There are some interesting edge cases though.

Barcodes is one. We have dealt with GS1. FireBrick paid for a small block of UK EAN product codes so we have barcodes for the sleeves of the FireBricks and for Ignis (the dragon). This is in the off chance that we managed to sell to some retail outlet like PC world. However, given that GS1 charge annually and nobody was actually using the barcodes, we decided not to renew. GS1, of course, said we could no longer use the numbers and had to ensure barcodes were not used with those numbers any more.

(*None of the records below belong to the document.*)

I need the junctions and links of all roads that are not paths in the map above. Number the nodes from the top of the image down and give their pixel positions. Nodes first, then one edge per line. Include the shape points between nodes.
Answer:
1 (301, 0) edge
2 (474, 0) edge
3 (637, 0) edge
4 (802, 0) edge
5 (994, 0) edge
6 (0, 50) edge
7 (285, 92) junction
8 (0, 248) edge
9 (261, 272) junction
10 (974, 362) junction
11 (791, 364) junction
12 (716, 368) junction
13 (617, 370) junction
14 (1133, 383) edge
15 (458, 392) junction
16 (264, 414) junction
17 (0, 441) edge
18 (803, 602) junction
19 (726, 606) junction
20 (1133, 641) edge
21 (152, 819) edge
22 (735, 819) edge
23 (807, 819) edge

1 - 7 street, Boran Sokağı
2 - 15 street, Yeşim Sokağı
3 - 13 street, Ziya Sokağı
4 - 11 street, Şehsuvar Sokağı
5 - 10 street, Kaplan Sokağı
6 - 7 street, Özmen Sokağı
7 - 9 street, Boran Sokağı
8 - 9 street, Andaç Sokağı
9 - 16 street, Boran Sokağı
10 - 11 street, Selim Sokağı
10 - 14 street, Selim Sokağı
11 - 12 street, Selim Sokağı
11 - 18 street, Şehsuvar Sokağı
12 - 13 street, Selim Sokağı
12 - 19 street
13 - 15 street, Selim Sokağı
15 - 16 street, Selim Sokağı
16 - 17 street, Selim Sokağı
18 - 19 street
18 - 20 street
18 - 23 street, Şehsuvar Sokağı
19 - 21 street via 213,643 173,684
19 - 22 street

This led to an interesting discussion. Apparently they even have an "enforcement" team that look for unregistered numbers in-use. The question then is what do they do? They got quite stroppy when I asked questions, like why not? Well step 1 was easy, because FireBrick had a contract, so I said that was fine, A&A were using the numbers instead and A&A had no contract. They did not like that and pointed out that they retain all rights in the numbers allocated.

This is where it got interesting as I asked exactly what rights they were retaining. They had no answer. I pointed out copyright does not apply, neither do design rights, database rights, patents. There appears to be no generic legal mechanism for establishing a right to management of allocations within a namespace such as UPC/EAN product codes. So actually, from what I can see, nothing to stop A&A using the numbers that were allocated to FireBrick without paying GS1. What this meant is the existing printed sleeves and existing labels on Ignis dragons did not have to be scrapped.

Now, in practice if some retail outlet want to sell FireBricks we'll subscribe again I am sure. A retail outlet may well require as part of the contract with them the use of valid/current EAN product codes. So we are back to the enforcement by joining the club, which is fair enough. Though I did wonder if retailers really care as long as unique within their inventory. I did tell GS1 that as they know we have products (Ignis mostly) with these barcodes it would be negligent / irresponsible if they knowingly re-allocated the codes to someone else.

Of course, another thing may be that retailers only need a code that is valid and current which means one could perhaps get an ISBN (for the quick start guide in the box) and use the ISBN based barcode on the box. I see plenty of kids magazines with ISBN or ISSN and lego bricks attached, so this would be no different logically. It would be a unique product code, and allocated to us, and as it is a one-off fee for ISBNs, no annoying recurring fees. As a bonus, no dealing with the stroppy people at GS1 either. If ever we do a deal with a retailer I'll ask if an ISBN based code is any issue for them - I doubt it some how - it is, after all, just a number in their database.

It is rather amusing that GS1 felt some legal rights existed in the allocation of these numbers. They must know that no such rights exist, but still assert they control them in their documentation!

Another interesting case which we see quite often is MAC addresses.

These have to be unique, on a LAN. In practice the way to do this is to make them unique in the world by a central allocation of the OUI (first 6 characters / 24 bits) by the IEEE who charge over $2000 (one off) for such a prefix. We have paid for a prefix and use it.

But what we do see is some times people just make one up. This is partly because there is loads of unused space in the allocations so easy to pick one that is spare, and partly because the actual chance of a clash on a LAN is very very low even if some other manufacturers is using the same prefix. So devices with unregistered MACs exist. AFAIK there is nothing the IEEE can do about it, as, unlike many things, there is no need to join a club or contract with other users of MAC prefixes where you may be obliged to have a "proper" prefix.

Am I right that there is no generic legal right to numbering allocations?